Task: Here is a block of records. Copy every line in it that includes "Sungai".

BEGIN

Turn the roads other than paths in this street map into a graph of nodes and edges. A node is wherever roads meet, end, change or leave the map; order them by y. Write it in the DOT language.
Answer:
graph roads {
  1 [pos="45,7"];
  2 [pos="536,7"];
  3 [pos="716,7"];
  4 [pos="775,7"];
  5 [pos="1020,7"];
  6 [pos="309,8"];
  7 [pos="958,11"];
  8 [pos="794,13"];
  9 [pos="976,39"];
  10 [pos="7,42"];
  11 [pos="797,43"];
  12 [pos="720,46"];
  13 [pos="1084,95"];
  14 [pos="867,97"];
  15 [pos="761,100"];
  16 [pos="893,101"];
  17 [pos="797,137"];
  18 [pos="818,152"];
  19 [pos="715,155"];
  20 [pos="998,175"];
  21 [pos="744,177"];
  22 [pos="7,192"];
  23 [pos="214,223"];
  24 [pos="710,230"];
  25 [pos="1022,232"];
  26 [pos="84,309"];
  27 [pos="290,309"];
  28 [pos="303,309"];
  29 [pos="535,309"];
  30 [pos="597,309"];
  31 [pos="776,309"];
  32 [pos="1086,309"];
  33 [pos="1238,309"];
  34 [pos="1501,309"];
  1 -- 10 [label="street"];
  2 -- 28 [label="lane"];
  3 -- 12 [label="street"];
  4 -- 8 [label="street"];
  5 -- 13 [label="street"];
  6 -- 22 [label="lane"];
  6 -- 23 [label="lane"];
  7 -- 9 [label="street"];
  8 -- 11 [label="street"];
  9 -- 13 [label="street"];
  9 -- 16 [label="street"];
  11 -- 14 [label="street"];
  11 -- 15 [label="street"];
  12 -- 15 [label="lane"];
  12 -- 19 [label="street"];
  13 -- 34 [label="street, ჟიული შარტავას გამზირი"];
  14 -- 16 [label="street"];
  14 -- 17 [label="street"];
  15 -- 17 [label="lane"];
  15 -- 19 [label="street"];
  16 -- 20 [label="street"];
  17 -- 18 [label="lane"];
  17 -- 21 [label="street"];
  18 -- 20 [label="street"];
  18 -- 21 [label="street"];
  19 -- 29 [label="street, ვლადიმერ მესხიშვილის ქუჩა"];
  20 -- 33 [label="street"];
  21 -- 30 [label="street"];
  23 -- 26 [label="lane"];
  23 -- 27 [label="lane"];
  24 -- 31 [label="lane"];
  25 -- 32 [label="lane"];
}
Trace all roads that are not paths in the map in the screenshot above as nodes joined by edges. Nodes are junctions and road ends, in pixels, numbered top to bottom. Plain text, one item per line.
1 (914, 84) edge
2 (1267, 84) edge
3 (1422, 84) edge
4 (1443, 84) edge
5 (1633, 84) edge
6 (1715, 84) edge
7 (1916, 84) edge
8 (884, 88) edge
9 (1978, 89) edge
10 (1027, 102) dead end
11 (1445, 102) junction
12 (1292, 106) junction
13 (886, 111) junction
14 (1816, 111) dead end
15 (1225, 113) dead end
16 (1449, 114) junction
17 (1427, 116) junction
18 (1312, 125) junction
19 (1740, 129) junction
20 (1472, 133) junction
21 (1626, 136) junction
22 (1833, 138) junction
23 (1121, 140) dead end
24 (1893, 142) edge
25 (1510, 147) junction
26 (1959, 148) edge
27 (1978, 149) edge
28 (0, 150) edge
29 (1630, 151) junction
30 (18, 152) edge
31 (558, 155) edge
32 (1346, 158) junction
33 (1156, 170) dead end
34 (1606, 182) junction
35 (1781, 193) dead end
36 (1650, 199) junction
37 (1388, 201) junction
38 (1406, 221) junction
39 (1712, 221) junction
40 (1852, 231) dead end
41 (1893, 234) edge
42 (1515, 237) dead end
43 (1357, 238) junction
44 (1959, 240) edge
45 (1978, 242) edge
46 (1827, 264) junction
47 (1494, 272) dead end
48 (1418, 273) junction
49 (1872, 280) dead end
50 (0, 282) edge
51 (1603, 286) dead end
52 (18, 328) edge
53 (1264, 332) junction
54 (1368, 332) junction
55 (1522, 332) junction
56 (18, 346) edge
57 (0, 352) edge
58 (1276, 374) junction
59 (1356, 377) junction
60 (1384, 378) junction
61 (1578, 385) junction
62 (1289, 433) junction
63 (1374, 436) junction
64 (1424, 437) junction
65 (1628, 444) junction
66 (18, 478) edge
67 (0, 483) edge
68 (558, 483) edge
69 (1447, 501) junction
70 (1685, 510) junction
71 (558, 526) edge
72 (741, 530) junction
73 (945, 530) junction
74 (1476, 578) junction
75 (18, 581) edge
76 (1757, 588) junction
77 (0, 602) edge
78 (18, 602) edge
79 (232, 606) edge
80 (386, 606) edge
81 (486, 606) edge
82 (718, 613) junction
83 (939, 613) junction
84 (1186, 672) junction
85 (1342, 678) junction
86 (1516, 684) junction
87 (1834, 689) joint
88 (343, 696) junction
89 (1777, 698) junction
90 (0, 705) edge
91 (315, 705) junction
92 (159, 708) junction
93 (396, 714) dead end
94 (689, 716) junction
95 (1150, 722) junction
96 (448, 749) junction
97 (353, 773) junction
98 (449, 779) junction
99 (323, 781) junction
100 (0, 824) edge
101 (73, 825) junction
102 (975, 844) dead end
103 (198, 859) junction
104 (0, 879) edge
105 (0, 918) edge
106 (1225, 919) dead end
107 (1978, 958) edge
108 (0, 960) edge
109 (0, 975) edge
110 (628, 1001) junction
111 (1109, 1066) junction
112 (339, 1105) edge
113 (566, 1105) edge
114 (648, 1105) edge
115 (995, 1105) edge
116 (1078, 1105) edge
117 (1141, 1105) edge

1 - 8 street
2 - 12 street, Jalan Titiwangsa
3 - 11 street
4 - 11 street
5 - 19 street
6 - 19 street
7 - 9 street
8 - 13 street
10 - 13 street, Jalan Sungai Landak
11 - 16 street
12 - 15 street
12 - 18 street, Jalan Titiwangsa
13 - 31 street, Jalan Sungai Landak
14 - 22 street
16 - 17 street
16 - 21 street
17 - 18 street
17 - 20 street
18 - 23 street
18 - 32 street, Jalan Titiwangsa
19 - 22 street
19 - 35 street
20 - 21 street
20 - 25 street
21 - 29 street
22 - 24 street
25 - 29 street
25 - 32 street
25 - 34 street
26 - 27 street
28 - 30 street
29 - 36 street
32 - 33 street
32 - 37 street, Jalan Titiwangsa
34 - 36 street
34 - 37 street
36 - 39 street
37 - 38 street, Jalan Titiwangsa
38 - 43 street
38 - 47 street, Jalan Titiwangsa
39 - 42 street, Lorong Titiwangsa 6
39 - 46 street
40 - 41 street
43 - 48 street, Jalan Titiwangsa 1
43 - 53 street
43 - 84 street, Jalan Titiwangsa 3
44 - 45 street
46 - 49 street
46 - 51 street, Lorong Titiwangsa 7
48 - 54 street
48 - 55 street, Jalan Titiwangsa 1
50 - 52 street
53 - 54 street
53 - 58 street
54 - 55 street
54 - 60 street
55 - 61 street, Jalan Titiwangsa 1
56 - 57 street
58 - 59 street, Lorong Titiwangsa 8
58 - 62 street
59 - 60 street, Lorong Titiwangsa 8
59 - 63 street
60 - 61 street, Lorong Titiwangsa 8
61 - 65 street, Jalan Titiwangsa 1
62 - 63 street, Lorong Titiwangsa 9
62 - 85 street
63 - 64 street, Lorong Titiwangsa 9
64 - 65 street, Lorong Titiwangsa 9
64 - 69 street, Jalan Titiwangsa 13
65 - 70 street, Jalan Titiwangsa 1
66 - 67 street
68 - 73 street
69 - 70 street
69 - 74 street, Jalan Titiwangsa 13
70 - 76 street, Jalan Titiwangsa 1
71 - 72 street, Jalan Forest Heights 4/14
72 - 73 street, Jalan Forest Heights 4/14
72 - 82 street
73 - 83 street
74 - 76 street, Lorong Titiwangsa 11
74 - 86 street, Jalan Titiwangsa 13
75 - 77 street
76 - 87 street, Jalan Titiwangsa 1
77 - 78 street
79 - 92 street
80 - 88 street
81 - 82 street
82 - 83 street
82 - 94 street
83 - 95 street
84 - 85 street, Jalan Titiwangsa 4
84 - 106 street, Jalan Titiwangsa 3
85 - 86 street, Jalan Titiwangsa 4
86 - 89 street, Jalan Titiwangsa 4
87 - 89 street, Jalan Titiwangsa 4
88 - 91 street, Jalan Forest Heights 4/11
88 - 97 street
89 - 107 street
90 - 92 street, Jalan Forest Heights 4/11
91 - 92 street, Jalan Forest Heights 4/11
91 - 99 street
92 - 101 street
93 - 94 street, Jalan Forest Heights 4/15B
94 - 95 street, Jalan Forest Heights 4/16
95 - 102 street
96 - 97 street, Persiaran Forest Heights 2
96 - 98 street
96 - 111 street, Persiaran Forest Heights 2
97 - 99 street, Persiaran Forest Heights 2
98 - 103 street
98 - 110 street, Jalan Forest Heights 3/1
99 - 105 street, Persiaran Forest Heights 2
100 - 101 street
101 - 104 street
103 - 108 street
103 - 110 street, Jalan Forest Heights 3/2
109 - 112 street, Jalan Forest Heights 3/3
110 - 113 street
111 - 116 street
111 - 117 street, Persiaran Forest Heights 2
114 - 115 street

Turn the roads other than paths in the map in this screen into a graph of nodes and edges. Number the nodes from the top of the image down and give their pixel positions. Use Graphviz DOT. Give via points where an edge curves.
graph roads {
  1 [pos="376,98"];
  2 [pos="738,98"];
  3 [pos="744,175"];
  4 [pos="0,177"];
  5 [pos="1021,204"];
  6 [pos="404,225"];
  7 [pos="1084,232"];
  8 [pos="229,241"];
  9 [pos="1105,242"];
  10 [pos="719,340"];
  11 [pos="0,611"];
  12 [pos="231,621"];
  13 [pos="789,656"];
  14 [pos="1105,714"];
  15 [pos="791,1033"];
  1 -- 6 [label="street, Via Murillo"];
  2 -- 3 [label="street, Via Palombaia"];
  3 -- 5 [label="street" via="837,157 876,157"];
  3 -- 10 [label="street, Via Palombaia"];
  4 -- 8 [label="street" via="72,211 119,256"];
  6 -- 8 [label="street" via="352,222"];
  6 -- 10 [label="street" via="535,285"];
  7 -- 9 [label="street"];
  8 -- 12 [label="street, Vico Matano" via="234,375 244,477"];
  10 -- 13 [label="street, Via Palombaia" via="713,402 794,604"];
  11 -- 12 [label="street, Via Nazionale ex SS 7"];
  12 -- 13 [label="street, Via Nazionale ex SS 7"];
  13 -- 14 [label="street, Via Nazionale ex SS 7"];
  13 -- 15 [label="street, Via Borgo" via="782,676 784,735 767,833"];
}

END

Expected output:
10 - 13 street, Jalan Sungai Landak
13 - 31 street, Jalan Sungai Landak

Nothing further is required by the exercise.